**THE PROBLEM:** Gather every line from the entries below that includes "name".
----- DATASET EXCERPTS
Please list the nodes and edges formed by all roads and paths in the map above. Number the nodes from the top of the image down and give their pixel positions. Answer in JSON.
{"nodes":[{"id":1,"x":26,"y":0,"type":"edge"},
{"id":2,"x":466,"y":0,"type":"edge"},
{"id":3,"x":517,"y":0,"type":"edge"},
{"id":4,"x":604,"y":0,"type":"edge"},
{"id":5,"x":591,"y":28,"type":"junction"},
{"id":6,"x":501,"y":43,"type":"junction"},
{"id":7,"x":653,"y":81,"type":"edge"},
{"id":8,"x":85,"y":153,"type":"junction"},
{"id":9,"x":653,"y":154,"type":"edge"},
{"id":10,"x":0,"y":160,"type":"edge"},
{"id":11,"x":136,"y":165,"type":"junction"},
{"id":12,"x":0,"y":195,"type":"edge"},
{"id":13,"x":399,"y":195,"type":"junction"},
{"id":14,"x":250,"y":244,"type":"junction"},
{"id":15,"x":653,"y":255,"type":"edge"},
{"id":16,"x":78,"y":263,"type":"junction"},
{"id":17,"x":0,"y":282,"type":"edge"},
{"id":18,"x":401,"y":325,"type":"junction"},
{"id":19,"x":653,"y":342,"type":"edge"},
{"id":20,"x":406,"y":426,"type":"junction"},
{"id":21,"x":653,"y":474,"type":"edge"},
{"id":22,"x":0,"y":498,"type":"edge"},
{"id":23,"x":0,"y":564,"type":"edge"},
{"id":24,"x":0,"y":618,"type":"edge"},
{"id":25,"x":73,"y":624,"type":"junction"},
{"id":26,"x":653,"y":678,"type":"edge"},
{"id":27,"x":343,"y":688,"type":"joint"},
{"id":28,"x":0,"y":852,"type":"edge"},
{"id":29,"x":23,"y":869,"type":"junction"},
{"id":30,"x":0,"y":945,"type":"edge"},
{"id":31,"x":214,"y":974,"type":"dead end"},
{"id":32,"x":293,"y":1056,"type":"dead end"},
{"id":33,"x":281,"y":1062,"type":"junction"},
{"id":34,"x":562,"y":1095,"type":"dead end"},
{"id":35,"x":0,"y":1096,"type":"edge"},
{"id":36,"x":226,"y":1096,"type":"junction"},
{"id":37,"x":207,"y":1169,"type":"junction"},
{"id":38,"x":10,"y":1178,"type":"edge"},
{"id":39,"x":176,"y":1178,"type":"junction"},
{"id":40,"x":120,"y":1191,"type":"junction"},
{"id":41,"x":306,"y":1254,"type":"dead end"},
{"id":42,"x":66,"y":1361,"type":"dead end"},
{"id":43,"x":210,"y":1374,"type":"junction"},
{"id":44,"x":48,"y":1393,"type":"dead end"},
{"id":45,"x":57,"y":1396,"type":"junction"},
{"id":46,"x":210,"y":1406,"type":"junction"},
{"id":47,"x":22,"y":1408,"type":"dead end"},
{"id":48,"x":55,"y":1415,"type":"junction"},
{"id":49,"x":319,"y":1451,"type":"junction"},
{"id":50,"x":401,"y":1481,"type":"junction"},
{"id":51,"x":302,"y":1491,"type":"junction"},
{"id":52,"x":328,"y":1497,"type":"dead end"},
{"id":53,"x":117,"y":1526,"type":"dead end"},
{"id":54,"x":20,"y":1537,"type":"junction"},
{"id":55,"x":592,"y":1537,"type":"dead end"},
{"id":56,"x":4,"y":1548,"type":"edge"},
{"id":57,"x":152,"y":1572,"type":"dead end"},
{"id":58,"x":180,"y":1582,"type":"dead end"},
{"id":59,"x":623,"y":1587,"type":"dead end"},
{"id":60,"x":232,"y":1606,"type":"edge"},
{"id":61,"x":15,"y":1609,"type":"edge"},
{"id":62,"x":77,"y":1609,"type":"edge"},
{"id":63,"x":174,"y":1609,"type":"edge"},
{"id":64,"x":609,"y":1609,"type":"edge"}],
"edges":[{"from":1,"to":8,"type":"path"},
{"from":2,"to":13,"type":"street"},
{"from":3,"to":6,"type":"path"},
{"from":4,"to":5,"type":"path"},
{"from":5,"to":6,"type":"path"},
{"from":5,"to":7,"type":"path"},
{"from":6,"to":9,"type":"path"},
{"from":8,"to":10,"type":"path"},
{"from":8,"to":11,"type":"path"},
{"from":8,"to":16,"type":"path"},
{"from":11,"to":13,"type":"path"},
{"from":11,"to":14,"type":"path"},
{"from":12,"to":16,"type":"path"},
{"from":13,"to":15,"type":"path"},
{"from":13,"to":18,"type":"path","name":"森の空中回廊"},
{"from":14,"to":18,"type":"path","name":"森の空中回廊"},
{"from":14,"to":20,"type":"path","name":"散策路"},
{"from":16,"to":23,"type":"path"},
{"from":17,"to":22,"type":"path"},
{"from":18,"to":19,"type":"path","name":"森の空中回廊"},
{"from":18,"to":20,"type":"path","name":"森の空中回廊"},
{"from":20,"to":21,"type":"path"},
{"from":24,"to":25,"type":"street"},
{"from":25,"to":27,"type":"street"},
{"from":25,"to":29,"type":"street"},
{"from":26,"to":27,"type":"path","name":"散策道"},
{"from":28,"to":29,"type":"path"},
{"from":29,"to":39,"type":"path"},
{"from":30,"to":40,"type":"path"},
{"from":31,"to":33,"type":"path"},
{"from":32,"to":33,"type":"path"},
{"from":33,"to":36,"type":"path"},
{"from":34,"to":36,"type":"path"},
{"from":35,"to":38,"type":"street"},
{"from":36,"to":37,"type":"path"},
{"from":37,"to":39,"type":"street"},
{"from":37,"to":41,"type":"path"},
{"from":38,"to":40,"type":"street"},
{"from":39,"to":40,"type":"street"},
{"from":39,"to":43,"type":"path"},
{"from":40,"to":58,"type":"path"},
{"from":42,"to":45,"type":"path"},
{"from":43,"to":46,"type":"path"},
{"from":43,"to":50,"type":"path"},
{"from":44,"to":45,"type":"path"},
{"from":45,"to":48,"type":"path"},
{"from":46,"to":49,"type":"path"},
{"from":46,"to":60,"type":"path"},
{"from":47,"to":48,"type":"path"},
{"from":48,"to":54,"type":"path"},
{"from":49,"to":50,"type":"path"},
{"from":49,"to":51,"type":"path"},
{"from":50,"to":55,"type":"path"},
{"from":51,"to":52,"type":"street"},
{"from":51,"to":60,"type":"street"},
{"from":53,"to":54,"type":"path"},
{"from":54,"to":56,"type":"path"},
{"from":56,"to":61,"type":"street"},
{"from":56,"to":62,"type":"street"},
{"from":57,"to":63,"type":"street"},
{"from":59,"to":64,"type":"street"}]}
----------
**ANSWER TO THIS TASK:**
{"from":13,"to":18,"type":"path","name":"森の空中回廊"},
{"from":14,"to":18,"type":"path","name":"森の空中回廊"},
{"from":14,"to":20,"type":"path","name":"散策路"},
{"from":18,"to":19,"type":"path","name":"森の空中回廊"},
{"from":18,"to":20,"type":"path","name":"森の空中回廊"},
{"from":26,"to":27,"type":"path","name":"散策道"},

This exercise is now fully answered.